On the contrary, the Guarantee you should get is for the work to be completed. Find out EXACTLY what your SEO Firm plans to do, ask around the industry in chat rooms, etc. if this sounds like a good plan, and then get a Guarantee from the company that they will complete these tasks to your satisfaction. You want a guarantee of services, not of results. If a company makes a rankings guarantee – ask them if you get to choose the keyword, how long till it happens, how long the ranking will last, and what do you get back if it doesn’t work. If their answer is written by a lawyer, it is time to find another SEO.

Conclusions:

The world of SEO is not black and white. Most of us are grey-hats – the Search Engines all think we are black, and the BlackHatters all think we are White. The only voice that really matters is that of the customers. If you are comfortable with what we are doing to improve your rankings, and satisfied with the results, then we have done our job.

No tags for this post.

4 Comments

  1. Black Hat
    Jun 12, 2006

    Yes white hat is too much work – too much waiting – too little results – unless you want to work for years or spend huge amounts on really top quality links, eg yahoo directory etc.
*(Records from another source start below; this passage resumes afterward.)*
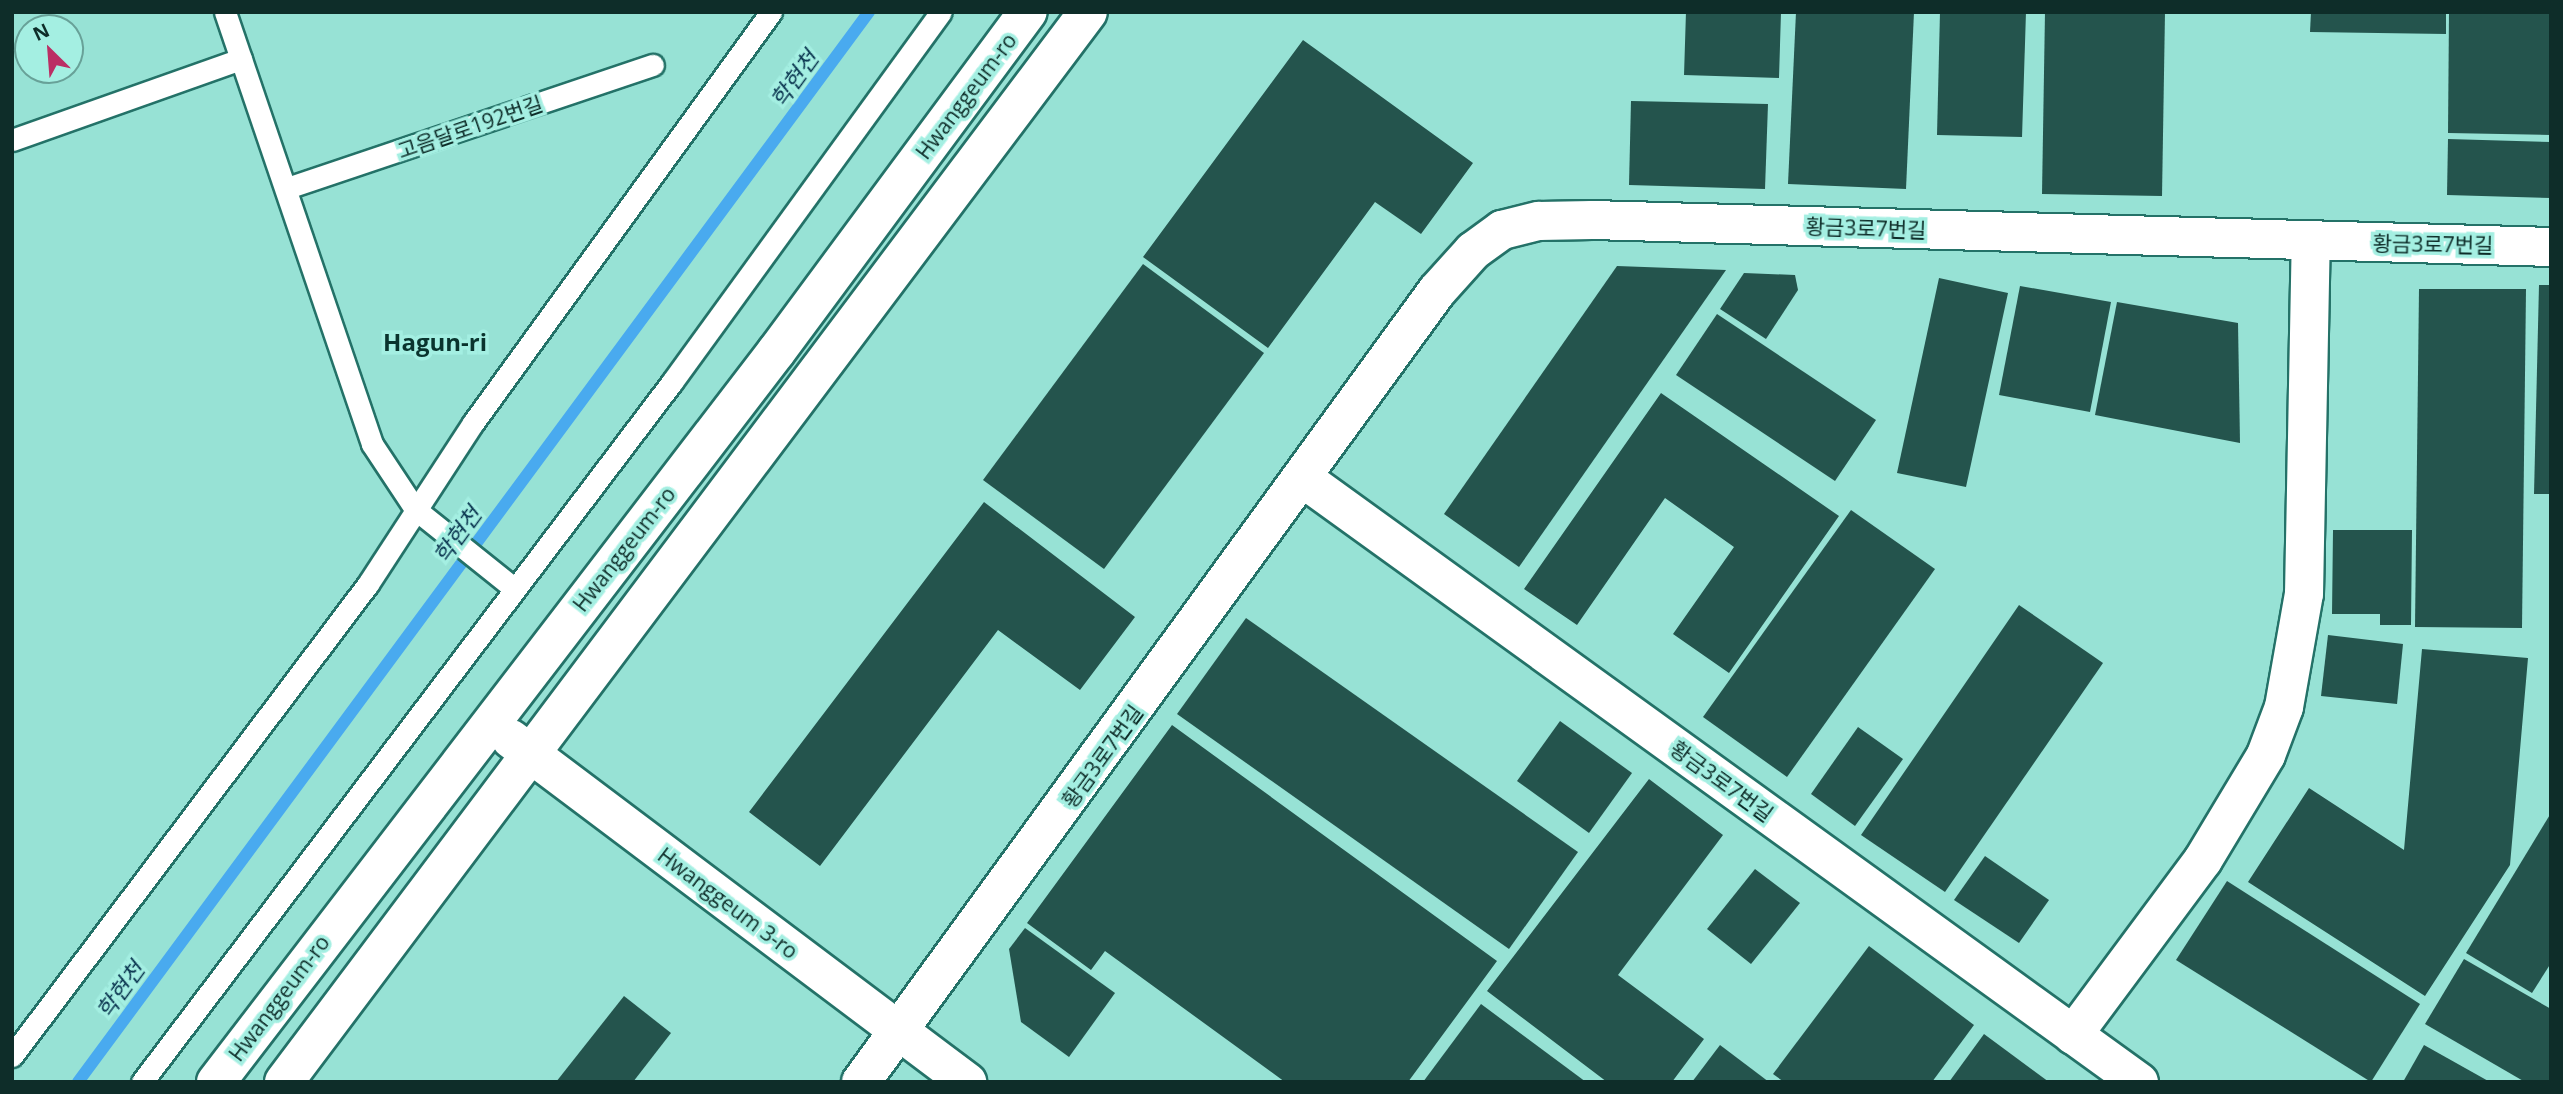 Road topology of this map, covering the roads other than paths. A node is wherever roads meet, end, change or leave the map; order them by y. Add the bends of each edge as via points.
1 (225, 12) edge
2 (771, 12) edge
3 (941, 12) edge
4 (1028, 12) edge
5 (1088, 12) edge
6 (241, 59) junction
7 (653, 65) dead end
8 (12, 140) edge
9 (287, 188) junction
10 (2311, 241) junction
11 (2551, 247) edge
12 (1304, 479) junction
13 (415, 509) junction
14 (515, 589) junction
15 (490, 723) junction
16 (530, 754) junction
17 (901, 1032) junction
18 (2073, 1035) junction
19 (12, 1056) edge
20 (142, 1082) edge
21 (216, 1082) edge
22 (284, 1082) edge
23 (861, 1082) edge
24 (967, 1082) edge
25 (2139, 1082) edge

1 - 6 lane
2 - 13 lane
3 - 14 lane
4 - 15 street, Hwanggeum-ro via 776,352
5 - 16 street
6 - 8 lane
6 - 9 lane
7 - 9 lane, 고음달로192번길
9 - 13 lane via 357,407 388,472
10 - 11 street, 황금3로7번길
10 - 12 street, 황금3로7번길 via 1539,221 1502,230 1473,251 1437,291
10 - 18 street via 2304,594 2284,707 2266,755 2225,827
12 - 17 street, 황금3로7번길
12 - 18 street, 황금3로7번길
13 - 14 lane
13 - 19 lane via 320,649
14 - 20 lane
15 - 16 street, Hwanggeum 3-ro
15 - 21 street, Hwanggeum-ro
16 - 17 street, Hwanggeum 3-ro
16 - 22 street
17 - 23 street, 황금3로7번길
17 - 24 street, Hwanggeum 3-ro
18 - 25 street, 황금3로7번길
And the normal webmaster doesn’t have such a budget. So many lose patience and start reverting either a bit grey hat or black hat.

    As for googlebowling yes it can be done and it looks like it will become a plague. I perceive that google have their biggest problem yet – although it has been going on for years – it is now just becoming well known. Googlebowling could be the death of google if they don’t pull their finger out sharpish.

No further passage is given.